Our standard trailers are 7'4" wide. I frequently load our Maravia Grand 18' and it works well. 

I did an 8' wide custom trailer for a guy in Colorado but it does add a bunch of money to the cost as it is no longer a cut parts, place in jig, and tack operation.


----------



## Paul the Kayaker (Nov 7, 2004)

Thanks all, I am realizing that maybe an 8' wide trailer simply may be overkill. The boat is 7'8'' (92'') wide but it has 22'' tubes so the center to center where the boat will sit I guess is only 5'10'' (70"). 

I guess a standard 7'wide trailer will work just fine, the outside of the raft will be wider then the deck on a 7' wide trailer but there will be plenty of room since not all that width will be on the deck. 

Only concern with a 7' deck is road debris kicking up and the raft overhanging a bit. Worth the concern or not?


----------



## DarrylH (Mar 10, 2015)

*Boat trailer*

Paul - Here is my adaptation of the same trailer ideas as TOMac and Pirate. I bought a 10' BigTex utility and modified it so I could launch and recover by myself. Built a new gate with stainless roller, added aluminum uprights, built twin removable decks, and then put a cargo box on the front with an electric winch (I'm not young anymore).

It sits high enough to allow ample storage of dry boxes, oars, and gear.

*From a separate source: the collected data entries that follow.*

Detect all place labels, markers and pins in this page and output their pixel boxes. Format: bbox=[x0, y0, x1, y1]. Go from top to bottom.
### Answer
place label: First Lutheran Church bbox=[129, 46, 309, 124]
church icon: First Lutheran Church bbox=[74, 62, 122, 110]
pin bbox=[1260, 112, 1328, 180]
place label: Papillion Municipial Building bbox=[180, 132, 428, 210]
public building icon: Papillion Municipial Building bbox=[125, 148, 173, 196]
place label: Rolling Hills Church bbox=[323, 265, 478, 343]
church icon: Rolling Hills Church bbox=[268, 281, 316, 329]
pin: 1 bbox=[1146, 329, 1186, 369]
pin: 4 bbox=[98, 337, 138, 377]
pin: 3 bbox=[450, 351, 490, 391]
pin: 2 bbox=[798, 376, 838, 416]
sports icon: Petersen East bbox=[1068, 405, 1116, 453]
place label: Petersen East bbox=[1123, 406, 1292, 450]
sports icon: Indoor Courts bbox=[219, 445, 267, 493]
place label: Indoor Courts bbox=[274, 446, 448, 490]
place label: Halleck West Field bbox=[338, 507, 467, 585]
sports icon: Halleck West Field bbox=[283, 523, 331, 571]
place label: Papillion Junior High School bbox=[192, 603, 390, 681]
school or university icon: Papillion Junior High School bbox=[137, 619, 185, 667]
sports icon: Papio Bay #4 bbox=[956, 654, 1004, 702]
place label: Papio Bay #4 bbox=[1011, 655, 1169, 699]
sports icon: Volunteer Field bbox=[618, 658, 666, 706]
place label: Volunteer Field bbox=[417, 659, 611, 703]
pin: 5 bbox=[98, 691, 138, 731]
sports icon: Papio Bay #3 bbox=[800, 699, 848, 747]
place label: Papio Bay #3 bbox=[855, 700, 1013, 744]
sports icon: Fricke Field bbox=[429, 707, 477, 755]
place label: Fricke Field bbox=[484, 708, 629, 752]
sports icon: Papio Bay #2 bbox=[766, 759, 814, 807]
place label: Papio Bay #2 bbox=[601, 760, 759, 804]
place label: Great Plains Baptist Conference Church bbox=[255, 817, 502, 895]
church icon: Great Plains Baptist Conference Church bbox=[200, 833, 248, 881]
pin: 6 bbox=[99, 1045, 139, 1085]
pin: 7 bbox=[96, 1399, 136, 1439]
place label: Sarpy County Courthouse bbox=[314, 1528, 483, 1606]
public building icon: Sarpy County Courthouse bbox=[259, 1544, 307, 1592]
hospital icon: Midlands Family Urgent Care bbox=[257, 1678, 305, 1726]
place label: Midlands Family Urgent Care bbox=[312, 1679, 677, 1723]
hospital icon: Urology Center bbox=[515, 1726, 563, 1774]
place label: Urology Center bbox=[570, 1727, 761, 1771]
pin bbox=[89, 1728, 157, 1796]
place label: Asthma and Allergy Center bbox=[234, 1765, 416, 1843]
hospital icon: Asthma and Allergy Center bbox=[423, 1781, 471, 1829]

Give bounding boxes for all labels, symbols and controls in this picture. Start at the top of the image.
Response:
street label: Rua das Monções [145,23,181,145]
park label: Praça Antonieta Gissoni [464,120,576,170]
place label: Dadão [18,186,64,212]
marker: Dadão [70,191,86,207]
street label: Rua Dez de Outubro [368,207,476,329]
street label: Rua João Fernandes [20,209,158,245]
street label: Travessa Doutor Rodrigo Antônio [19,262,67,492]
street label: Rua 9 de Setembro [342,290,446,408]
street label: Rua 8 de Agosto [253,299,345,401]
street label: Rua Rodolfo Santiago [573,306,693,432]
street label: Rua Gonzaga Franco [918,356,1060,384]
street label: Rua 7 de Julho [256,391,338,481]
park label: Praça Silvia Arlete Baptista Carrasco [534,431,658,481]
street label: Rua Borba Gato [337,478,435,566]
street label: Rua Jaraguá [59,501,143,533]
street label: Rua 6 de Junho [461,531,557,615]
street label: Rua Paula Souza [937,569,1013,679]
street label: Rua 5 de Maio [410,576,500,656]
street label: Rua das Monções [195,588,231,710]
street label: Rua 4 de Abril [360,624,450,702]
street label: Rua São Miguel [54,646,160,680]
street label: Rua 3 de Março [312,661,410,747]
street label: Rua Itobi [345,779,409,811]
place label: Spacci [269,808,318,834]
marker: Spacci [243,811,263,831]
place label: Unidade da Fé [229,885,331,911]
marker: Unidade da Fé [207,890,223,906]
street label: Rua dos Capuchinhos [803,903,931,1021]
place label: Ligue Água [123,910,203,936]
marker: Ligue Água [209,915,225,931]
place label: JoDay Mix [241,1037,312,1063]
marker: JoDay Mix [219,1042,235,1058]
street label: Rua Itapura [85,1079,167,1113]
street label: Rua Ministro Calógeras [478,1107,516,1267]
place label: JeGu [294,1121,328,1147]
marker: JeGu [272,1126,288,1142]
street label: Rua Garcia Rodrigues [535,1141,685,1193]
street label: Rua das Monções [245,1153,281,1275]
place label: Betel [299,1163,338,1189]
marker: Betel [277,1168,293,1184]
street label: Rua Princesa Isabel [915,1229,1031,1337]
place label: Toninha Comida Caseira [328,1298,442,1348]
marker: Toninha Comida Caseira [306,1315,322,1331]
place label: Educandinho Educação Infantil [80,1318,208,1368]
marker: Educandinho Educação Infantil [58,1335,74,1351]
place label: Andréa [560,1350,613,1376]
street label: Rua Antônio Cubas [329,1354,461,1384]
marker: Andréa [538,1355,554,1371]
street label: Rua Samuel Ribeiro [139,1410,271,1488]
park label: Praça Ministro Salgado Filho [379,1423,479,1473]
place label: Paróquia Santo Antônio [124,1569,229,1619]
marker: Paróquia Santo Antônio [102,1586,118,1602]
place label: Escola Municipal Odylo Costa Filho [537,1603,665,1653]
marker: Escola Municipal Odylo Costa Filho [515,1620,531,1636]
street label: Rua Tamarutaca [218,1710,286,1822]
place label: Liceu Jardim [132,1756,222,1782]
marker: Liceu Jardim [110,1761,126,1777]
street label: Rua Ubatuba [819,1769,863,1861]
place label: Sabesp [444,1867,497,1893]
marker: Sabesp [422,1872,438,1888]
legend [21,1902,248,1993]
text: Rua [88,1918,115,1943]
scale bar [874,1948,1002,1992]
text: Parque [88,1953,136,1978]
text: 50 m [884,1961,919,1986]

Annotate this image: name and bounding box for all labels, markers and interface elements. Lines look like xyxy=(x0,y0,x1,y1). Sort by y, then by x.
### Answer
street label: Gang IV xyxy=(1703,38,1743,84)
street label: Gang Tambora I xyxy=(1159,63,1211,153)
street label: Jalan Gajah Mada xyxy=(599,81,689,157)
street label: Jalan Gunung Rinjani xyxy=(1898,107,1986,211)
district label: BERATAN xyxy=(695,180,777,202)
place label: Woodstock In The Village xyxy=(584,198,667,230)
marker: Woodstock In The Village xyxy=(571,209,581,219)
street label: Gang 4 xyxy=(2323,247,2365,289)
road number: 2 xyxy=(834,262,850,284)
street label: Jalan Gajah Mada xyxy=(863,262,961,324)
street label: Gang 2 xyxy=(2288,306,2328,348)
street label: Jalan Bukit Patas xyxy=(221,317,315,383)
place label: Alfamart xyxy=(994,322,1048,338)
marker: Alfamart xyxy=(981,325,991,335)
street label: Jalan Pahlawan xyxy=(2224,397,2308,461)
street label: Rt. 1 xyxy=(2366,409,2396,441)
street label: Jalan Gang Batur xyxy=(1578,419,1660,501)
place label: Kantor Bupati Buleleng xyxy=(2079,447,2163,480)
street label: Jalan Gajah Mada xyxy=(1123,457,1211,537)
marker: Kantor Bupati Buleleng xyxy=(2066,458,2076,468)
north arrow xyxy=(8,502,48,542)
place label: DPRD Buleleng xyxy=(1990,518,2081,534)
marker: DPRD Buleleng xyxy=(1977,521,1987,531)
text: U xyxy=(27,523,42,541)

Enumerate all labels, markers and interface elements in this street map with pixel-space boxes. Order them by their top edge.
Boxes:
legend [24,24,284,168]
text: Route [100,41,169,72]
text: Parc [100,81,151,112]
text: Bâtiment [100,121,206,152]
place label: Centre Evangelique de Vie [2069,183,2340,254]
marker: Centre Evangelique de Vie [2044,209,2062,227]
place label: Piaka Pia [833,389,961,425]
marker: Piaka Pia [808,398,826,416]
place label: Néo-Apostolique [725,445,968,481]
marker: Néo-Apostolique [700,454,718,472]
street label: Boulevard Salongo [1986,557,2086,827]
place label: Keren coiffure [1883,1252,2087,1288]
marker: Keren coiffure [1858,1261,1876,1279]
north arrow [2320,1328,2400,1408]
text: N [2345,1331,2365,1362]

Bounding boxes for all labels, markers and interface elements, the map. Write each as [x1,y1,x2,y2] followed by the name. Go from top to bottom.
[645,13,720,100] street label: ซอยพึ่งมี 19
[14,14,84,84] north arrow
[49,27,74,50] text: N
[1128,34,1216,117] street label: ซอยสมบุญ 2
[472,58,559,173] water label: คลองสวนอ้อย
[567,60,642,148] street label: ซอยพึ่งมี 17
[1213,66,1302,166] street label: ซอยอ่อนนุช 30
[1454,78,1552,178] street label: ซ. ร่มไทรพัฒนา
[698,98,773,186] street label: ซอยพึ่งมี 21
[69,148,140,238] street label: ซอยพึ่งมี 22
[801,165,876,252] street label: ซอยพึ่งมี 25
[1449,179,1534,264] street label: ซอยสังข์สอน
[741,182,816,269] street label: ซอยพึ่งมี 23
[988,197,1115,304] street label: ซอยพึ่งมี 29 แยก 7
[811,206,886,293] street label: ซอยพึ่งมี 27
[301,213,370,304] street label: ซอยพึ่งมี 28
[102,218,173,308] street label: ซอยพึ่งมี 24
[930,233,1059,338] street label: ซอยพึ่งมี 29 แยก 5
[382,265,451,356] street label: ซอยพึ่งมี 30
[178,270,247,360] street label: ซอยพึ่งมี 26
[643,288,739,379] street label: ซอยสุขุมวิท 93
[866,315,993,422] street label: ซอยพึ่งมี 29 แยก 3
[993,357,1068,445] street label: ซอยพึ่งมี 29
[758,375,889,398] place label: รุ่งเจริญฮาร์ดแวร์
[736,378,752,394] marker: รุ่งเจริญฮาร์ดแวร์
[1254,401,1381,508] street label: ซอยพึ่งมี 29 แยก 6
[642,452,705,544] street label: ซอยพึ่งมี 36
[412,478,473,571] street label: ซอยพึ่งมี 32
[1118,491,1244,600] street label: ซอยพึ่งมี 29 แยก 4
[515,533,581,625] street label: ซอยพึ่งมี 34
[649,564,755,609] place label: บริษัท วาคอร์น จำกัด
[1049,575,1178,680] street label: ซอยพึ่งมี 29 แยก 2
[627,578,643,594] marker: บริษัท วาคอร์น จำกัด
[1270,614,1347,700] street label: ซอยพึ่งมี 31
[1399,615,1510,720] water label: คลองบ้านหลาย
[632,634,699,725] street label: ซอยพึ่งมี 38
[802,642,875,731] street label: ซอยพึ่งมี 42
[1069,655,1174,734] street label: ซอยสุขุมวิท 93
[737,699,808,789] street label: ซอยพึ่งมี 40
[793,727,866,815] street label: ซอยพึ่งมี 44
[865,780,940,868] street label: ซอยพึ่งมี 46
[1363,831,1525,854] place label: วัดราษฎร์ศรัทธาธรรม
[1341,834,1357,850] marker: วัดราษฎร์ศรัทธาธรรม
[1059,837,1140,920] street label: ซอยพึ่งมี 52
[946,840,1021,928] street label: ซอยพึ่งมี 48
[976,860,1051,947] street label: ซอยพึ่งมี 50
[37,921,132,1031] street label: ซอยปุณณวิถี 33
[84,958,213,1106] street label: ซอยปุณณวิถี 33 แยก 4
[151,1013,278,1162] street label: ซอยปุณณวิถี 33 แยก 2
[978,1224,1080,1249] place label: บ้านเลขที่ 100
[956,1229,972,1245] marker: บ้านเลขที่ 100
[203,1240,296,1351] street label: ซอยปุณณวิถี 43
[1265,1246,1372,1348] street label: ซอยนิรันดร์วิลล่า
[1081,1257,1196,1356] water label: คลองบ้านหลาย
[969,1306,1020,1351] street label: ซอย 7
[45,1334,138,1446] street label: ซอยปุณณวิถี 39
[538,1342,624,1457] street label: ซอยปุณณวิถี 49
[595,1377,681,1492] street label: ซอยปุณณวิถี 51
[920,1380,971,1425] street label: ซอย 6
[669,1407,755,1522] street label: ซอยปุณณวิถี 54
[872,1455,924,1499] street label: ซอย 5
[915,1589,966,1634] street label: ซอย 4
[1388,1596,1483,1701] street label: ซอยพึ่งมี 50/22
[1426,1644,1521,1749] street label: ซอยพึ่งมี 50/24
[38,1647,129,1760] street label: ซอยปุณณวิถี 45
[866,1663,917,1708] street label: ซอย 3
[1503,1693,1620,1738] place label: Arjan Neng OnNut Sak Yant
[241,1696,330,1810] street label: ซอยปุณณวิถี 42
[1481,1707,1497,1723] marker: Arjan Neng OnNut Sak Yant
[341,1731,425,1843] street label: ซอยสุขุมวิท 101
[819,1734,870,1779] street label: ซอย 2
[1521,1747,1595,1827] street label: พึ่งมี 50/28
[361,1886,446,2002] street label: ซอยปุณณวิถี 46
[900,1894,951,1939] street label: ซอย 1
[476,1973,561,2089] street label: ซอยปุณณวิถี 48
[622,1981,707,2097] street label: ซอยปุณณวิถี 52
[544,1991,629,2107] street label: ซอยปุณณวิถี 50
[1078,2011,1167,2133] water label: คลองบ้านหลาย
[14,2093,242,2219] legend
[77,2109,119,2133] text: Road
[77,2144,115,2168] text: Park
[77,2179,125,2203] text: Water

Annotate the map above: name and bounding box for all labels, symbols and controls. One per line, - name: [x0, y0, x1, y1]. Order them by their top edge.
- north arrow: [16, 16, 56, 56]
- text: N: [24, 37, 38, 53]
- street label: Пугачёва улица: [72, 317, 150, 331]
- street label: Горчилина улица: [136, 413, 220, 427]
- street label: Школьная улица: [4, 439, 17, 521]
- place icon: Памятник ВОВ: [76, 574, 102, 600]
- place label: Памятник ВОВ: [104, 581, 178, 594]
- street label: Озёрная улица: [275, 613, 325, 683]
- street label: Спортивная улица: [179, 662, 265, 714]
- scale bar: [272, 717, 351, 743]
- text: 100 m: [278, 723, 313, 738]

My boat is a E-16' NRS Nez Perce. This set up allows me to get on and off the ramp without much fuss. 

I learned really quick to hang on to the bow line when launching - once the boat starts back across the roller, it really takes off!

When I winch the boat in, I still have to move the boat forward a foot or so after stowing the winch & strap gear. It rides down the road just great at hwy speeds.


----------



## cupido76 (May 22, 2009)

Paul the Kayaker said:


> Thanks all, I am realizing that maybe an 8' wide trailer simply may be overkill. The boat is 7'8'' (92'') wide but it has 22'' tubes so the center to center where the boat will sit I guess is only 5'10'' (70").
> 
> 
> 
> ...


I personally would prefer the trailer deck to be as wide or wider than the boat, to protect from road debris as you mentioned above.

This can be accomplished like others have posted by making elevated racks that are wider than the trailer, as a few of the examples posted here have been. 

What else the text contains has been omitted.